• _Dataset records_:
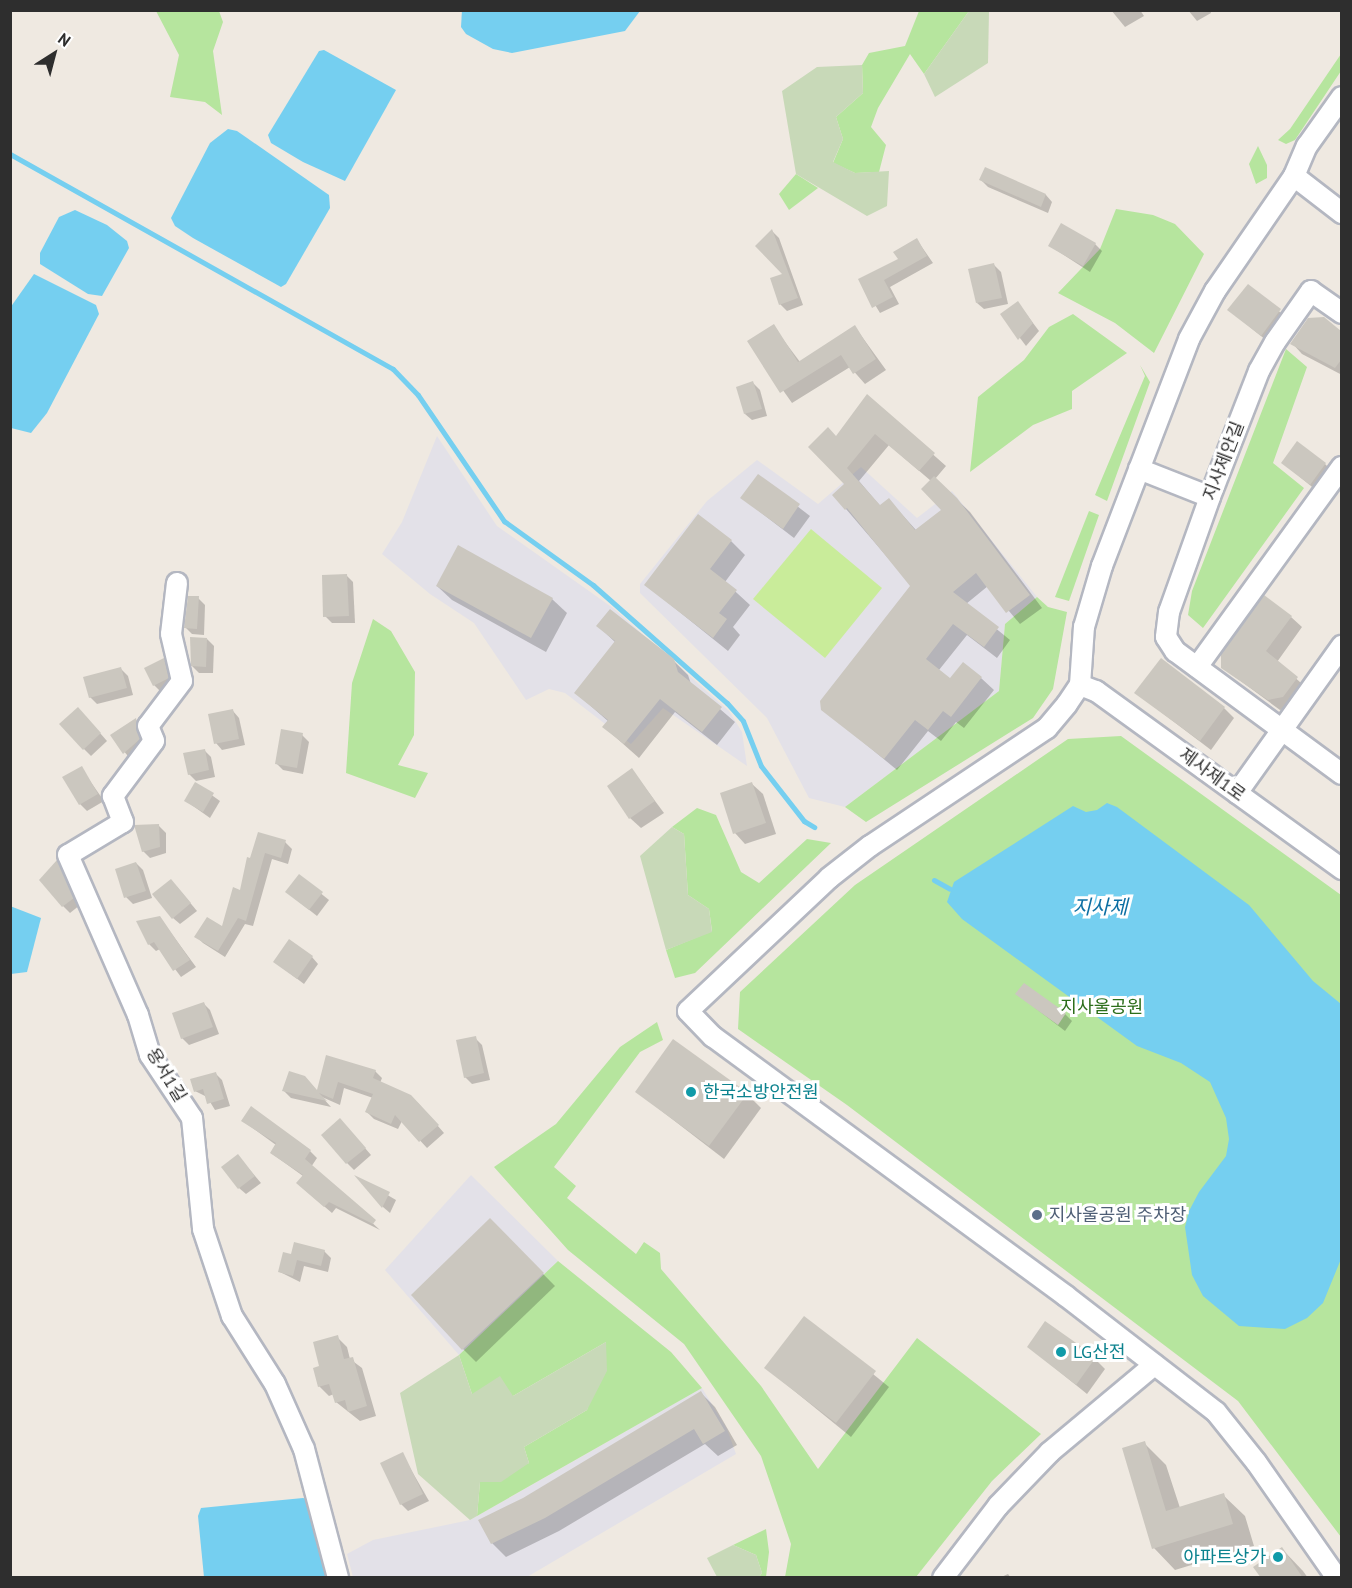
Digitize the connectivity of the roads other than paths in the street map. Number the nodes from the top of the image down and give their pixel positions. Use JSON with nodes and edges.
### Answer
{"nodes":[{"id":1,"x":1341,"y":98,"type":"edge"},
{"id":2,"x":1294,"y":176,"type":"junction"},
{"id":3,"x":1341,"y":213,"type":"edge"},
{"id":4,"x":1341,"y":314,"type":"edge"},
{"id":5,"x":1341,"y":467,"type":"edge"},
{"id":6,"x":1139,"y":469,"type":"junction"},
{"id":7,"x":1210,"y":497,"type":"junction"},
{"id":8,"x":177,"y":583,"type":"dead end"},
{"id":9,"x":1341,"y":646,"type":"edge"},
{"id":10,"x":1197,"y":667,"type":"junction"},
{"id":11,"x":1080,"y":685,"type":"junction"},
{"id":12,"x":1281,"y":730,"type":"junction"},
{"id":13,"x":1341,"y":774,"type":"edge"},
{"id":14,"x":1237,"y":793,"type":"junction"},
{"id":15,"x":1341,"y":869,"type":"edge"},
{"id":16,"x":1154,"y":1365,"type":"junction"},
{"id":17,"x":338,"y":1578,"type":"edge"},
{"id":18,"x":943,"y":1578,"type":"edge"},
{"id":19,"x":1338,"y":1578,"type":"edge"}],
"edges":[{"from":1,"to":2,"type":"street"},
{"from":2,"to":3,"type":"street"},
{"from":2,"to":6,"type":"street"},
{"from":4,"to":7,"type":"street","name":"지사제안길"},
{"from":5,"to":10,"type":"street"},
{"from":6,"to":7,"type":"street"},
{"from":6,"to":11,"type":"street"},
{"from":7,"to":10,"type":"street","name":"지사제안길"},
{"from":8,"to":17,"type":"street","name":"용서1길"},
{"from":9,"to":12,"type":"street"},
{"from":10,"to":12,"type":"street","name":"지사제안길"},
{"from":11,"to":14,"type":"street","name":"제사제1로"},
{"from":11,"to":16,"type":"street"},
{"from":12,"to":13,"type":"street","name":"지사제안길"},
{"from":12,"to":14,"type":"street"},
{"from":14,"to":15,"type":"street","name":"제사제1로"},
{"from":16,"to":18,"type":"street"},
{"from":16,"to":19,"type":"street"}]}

• _Your instructions_: In your copy, restate the data above word for word but leave out any picture.

• _Task result_:
Digitize the connectivity of the roads other than paths in the street map. Number the nodes from the top of the image down and give their pixel positions. Use JSON with nodes and edges.
### Answer
{"nodes":[{"id":1,"x":1341,"y":98,"type":"edge"},
{"id":2,"x":1294,"y":176,"type":"junction"},
{"id":3,"x":1341,"y":213,"type":"edge"},
{"id":4,"x":1341,"y":314,"type":"edge"},
{"id":5,"x":1341,"y":467,"type":"edge"},
{"id":6,"x":1139,"y":469,"type":"junction"},
{"id":7,"x":1210,"y":497,"type":"junction"},
{"id":8,"x":177,"y":583,"type":"dead end"},
{"id":9,"x":1341,"y":646,"type":"edge"},
{"id":10,"x":1197,"y":667,"type":"junction"},
{"id":11,"x":1080,"y":685,"type":"junction"},
{"id":12,"x":1281,"y":730,"type":"junction"},
{"id":13,"x":1341,"y":774,"type":"edge"},
{"id":14,"x":1237,"y":793,"type":"junction"},
{"id":15,"x":1341,"y":869,"type":"edge"},
{"id":16,"x":1154,"y":1365,"type":"junction"},
{"id":17,"x":338,"y":1578,"type":"edge"},
{"id":18,"x":943,"y":1578,"type":"edge"},
{"id":19,"x":1338,"y":1578,"type":"edge"}],
"edges":[{"from":1,"to":2,"type":"street"},
{"from":2,"to":3,"type":"street"},
{"from":2,"to":6,"type":"street"},
{"from":4,"to":7,"type":"street","name":"지사제안길"},
{"from":5,"to":10,"type":"street"},
{"from":6,"to":7,"type":"street"},
{"from":6,"to":11,"type":"street"},
{"from":7,"to":10,"type":"street","name":"지사제안길"},
{"from":8,"to":17,"type":"street","name":"용서1길"},
{"from":9,"to":12,"type":"street"},
{"from":10,"to":12,"type":"street","name":"지사제안길"},
{"from":11,"to":14,"type":"street","name":"제사제1로"},
{"from":11,"to":16,"type":"street"},
{"from":12,"to":13,"type":"street","name":"지사제안길"},
{"from":12,"to":14,"type":"street"},
{"from":14,"to":15,"type":"street","name":"제사제1로"},
{"from":16,"to":18,"type":"street"},
{"from":16,"to":19,"type":"street"}]}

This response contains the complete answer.